▶ _WORK TO COMPLETE_:
Copy the data exactly. No line may be skipped.

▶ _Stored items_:
--- START ---

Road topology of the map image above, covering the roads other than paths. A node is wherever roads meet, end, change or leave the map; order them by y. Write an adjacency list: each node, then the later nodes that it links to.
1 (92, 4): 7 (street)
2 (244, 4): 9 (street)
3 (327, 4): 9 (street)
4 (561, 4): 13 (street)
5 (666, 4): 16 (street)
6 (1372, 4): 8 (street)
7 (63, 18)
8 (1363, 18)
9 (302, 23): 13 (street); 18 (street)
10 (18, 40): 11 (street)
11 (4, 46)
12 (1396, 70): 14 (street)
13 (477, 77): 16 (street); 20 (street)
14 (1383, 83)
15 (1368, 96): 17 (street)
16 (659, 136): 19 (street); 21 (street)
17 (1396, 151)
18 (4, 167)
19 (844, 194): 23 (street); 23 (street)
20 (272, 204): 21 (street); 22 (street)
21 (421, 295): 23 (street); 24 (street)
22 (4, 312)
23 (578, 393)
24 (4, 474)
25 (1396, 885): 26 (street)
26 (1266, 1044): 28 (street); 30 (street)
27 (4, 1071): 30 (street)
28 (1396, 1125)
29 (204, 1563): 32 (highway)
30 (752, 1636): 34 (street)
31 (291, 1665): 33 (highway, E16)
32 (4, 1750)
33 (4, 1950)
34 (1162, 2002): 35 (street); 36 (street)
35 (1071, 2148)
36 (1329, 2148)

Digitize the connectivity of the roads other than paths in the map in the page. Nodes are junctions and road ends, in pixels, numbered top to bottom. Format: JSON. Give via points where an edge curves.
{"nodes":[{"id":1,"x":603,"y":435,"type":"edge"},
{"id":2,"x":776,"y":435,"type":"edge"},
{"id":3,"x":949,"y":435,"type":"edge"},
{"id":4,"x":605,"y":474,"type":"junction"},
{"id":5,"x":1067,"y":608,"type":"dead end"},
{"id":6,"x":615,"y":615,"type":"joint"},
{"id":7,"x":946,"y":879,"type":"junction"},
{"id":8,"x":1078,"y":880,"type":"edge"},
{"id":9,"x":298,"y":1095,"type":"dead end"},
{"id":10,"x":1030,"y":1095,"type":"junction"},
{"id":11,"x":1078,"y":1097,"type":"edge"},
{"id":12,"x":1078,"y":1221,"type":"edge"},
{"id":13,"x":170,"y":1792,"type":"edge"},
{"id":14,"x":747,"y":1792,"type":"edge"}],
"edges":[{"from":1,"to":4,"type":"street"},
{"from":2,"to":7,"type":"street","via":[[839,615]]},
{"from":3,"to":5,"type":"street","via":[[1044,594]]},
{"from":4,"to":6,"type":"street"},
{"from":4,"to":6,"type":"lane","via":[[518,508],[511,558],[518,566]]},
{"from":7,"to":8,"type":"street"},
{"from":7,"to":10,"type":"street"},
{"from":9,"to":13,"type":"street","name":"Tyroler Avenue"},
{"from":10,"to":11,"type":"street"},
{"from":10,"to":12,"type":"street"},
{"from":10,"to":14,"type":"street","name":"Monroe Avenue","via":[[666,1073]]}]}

--- END ---

▶ _RESPONSE FOR THIS EXERCISE_:
Road topology of the map image above, covering the roads other than paths. A node is wherever roads meet, end, change or leave the map; order them by y. Write an adjacency list: each node, then the later nodes that it links to.
1 (92, 4): 7 (street)
2 (244, 4): 9 (street)
3 (327, 4): 9 (street)
4 (561, 4): 13 (street)
5 (666, 4): 16 (street)
6 (1372, 4): 8 (street)
7 (63, 18)
8 (1363, 18)
9 (302, 23): 13 (street); 18 (street)
10 (18, 40): 11 (street)
11 (4, 46)
12 (1396, 70): 14 (street)
13 (477, 77): 16 (street); 20 (street)
14 (1383, 83)
15 (1368, 96): 17 (street)
16 (659, 136): 19 (street); 21 (street)
17 (1396, 151)
18 (4, 167)
19 (844, 194): 23 (street); 23 (street)
20 (272, 204): 21 (street); 22 (street)
21 (421, 295): 23 (street); 24 (street)
22 (4, 312)
23 (578, 393)
24 (4, 474)
25 (1396, 885): 26 (street)
26 (1266, 1044): 28 (street); 30 (street)
27 (4, 1071): 30 (street)
28 (1396, 1125)
29 (204, 1563): 32 (highway)
30 (752, 1636): 34 (street)
31 (291, 1665): 33 (highway, E16)
32 (4, 1750)
33 (4, 1950)
34 (1162, 2002): 35 (street); 36 (street)
35 (1071, 2148)
36 (1329, 2148)

Digitize the connectivity of the roads other than paths in the map in the page. Nodes are junctions and road ends, in pixels, numbered top to bottom. Format: JSON. Give via points where an edge curves.
{"nodes":[{"id":1,"x":603,"y":435,"type":"edge"},
{"id":2,"x":776,"y":435,"type":"edge"},
{"id":3,"x":949,"y":435,"type":"edge"},
{"id":4,"x":605,"y":474,"type":"junction"},
{"id":5,"x":1067,"y":608,"type":"dead end"},
{"id":6,"x":615,"y":615,"type":"joint"},
{"id":7,"x":946,"y":879,"type":"junction"},
{"id":8,"x":1078,"y":880,"type":"edge"},
{"id":9,"x":298,"y":1095,"type":"dead end"},
{"id":10,"x":1030,"y":1095,"type":"junction"},
{"id":11,"x":1078,"y":1097,"type":"edge"},
{"id":12,"x":1078,"y":1221,"type":"edge"},
{"id":13,"x":170,"y":1792,"type":"edge"},
{"id":14,"x":747,"y":1792,"type":"edge"}],
"edges":[{"from":1,"to":4,"type":"street"},
{"from":2,"to":7,"type":"street","via":[[839,615]]},
{"from":3,"to":5,"type":"street","via":[[1044,594]]},
{"from":4,"to":6,"type":"street"},
{"from":4,"to":6,"type":"lane","via":[[518,508],[511,558],[518,566]]},
{"from":7,"to":8,"type":"street"},
{"from":7,"to":10,"type":"street"},
{"from":9,"to":13,"type":"street","name":"Tyroler Avenue"},
{"from":10,"to":11,"type":"street"},
{"from":10,"to":12,"type":"street"},
{"from":10,"to":14,"type":"street","name":"Monroe Avenue","via":[[666,1073]]}]}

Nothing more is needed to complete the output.